Should a line below contain the word "lane", report it.

=== Stored data entries ===
[Start of section]

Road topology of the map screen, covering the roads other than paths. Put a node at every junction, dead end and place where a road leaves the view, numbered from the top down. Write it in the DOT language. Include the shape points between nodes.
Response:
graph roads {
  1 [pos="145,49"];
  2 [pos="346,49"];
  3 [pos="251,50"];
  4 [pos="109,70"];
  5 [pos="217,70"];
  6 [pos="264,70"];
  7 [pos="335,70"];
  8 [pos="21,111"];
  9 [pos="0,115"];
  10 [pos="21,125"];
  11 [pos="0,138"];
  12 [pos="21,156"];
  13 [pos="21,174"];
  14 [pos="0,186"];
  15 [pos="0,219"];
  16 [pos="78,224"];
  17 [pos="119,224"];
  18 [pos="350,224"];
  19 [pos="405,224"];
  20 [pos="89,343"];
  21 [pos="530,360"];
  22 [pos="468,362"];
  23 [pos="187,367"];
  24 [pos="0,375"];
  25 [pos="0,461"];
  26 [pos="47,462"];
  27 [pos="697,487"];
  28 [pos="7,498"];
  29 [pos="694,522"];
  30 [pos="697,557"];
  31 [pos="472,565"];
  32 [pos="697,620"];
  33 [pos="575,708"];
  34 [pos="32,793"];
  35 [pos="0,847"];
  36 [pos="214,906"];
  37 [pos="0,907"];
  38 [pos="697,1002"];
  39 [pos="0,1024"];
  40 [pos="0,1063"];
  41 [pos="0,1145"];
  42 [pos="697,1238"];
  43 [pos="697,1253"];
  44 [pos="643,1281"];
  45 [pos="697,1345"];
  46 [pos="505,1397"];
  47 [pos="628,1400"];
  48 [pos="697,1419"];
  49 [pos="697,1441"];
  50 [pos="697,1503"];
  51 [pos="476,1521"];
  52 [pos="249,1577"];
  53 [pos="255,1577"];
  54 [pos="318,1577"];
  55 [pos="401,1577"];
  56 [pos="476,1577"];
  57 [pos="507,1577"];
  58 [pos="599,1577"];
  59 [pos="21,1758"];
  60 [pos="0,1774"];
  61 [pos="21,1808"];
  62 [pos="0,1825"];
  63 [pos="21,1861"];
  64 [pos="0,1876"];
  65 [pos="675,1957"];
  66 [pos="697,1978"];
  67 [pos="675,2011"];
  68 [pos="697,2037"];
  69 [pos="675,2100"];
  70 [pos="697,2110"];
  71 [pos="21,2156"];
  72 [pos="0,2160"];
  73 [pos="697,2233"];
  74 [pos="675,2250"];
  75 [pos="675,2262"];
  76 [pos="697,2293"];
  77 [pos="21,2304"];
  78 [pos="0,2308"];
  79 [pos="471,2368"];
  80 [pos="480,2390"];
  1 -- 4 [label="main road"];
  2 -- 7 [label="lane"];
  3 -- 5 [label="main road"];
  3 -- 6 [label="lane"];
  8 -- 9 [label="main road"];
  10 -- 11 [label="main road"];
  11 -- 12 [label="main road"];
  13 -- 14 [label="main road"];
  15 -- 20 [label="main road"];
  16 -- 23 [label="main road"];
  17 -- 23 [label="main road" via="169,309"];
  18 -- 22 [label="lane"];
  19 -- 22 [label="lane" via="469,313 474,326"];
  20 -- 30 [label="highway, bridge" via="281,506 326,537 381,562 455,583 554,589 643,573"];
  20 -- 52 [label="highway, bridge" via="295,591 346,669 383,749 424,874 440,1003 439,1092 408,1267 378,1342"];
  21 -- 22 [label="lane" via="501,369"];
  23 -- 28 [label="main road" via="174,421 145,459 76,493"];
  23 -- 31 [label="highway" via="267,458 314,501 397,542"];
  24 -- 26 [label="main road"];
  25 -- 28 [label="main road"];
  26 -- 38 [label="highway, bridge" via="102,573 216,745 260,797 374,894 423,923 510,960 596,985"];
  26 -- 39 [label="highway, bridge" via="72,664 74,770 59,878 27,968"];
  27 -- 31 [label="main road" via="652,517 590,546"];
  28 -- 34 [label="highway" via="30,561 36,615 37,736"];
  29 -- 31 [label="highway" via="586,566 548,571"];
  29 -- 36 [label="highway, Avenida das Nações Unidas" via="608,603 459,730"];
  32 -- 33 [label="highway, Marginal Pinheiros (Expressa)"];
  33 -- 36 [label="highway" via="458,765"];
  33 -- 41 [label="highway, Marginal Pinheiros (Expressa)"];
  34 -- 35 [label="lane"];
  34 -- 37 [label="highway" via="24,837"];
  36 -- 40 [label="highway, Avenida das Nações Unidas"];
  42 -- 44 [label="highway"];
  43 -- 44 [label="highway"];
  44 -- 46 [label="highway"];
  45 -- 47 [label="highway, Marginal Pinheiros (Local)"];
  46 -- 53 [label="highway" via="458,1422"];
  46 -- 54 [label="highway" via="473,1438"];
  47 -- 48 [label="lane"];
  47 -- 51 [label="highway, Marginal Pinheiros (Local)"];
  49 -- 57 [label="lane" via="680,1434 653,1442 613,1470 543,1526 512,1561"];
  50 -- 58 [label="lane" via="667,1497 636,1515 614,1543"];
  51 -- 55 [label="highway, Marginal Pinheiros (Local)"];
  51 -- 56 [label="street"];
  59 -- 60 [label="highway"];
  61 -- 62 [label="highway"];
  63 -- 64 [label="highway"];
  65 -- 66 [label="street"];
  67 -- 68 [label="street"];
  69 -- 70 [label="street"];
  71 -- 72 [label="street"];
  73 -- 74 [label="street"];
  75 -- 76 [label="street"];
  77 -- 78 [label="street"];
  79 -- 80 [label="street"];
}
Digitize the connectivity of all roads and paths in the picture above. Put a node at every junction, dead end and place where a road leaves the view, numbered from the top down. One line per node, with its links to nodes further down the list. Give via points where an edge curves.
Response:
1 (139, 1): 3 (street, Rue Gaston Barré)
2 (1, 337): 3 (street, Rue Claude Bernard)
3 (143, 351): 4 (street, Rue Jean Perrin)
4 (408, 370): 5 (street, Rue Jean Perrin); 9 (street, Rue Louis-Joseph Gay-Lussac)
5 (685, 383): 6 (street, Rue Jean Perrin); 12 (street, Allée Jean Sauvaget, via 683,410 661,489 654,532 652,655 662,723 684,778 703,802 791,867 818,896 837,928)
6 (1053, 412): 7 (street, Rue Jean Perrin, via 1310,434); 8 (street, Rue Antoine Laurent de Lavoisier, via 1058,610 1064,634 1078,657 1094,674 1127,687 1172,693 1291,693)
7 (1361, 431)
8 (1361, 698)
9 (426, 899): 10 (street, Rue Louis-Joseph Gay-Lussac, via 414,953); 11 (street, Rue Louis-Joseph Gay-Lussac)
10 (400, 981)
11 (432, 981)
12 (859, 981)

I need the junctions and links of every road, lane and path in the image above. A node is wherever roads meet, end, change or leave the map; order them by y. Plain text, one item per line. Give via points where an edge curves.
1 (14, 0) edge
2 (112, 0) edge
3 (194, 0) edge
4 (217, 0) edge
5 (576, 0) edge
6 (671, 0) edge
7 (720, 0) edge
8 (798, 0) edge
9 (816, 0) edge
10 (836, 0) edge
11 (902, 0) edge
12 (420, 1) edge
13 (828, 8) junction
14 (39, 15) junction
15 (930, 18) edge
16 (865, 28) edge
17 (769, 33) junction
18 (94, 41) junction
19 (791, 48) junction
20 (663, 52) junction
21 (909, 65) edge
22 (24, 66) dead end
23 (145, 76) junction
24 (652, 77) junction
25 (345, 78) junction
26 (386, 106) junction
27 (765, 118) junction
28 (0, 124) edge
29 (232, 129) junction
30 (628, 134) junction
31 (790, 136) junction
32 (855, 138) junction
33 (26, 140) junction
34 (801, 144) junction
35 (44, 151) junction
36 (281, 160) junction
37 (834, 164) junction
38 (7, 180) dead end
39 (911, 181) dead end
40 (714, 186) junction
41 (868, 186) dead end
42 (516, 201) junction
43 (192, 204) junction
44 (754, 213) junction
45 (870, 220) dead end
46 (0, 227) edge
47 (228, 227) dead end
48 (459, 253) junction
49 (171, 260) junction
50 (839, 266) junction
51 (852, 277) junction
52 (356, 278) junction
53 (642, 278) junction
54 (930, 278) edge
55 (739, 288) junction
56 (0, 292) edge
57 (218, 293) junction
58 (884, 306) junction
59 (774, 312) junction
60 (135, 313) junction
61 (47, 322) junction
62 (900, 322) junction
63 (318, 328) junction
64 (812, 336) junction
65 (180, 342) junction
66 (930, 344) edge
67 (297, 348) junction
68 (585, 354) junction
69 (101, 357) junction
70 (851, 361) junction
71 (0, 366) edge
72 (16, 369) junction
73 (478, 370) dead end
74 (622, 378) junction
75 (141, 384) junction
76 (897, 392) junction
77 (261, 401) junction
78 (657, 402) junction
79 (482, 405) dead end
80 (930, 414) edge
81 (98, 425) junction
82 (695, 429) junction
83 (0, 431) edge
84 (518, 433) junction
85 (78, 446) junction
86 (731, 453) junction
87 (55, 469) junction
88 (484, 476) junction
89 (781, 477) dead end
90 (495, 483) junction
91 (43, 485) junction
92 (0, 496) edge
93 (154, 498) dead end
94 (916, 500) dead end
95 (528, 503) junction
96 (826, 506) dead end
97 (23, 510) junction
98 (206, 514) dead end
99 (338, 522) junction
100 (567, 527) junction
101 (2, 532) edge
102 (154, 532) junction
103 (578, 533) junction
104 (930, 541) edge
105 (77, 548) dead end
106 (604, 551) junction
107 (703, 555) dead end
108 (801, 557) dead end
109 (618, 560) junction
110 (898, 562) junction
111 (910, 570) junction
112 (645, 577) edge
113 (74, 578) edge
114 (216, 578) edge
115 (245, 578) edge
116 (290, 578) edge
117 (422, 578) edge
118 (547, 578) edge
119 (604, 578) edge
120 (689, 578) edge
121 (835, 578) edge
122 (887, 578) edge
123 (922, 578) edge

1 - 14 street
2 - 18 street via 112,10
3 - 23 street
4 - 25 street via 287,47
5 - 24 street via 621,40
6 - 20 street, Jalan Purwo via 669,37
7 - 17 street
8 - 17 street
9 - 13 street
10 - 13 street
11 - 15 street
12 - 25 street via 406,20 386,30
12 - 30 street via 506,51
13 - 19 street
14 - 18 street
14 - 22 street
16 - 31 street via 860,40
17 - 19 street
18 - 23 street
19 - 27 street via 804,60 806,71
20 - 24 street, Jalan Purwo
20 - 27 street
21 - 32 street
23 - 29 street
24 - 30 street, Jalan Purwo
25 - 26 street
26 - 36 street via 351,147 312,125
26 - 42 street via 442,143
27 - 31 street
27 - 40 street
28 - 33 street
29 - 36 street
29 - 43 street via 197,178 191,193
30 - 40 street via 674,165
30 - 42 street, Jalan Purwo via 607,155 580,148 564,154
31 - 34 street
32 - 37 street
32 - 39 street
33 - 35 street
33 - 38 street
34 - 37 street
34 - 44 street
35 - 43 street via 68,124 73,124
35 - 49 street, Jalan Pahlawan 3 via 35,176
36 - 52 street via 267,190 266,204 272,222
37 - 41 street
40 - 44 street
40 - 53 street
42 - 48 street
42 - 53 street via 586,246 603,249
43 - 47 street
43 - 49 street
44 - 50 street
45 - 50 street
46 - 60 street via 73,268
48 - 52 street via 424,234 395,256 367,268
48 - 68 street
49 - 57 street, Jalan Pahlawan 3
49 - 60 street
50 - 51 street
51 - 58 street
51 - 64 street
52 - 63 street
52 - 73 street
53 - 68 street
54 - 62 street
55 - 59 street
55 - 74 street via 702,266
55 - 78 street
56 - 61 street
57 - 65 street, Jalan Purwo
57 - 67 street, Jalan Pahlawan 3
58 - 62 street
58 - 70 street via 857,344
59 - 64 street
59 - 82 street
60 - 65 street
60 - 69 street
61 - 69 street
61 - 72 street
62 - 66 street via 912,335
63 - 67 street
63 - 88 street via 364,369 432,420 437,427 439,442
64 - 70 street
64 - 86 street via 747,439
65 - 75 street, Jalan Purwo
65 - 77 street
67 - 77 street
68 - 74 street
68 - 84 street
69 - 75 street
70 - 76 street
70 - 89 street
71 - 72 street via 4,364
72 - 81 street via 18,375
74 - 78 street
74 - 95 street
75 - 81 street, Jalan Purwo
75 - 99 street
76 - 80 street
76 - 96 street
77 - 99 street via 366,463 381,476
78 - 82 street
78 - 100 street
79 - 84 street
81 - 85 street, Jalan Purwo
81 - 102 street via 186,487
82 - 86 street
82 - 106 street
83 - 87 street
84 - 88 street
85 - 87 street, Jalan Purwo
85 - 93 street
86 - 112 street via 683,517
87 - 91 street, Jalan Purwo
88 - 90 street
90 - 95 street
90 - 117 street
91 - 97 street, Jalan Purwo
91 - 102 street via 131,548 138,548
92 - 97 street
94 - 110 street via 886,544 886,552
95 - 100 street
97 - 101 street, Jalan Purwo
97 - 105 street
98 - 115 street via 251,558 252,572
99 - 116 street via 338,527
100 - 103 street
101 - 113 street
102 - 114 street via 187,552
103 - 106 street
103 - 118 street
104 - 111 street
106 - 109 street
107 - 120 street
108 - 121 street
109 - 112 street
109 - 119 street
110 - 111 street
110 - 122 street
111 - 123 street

[End of section]

=== EXERCISE RESULT ===
  2 -- 7 [label="lane"];
  3 -- 6 [label="lane"];
  18 -- 22 [label="lane"];
  19 -- 22 [label="lane" via="469,313 474,326"];
  21 -- 22 [label="lane" via="501,369"];
  34 -- 35 [label="lane"];
  47 -- 48 [label="lane"];
  49 -- 57 [label="lane" via="680,1434 653,1442 613,1470 543,1526 512,1561"];
  50 -- 58 [label="lane" via="667,1497 636,1515 614,1543"];
I need the junctions and links of every road, lane and path in the image above. A node is wherever roads meet, end, change or leave the map; order them by y. Plain text, one item per line. Give via points where an edge curves.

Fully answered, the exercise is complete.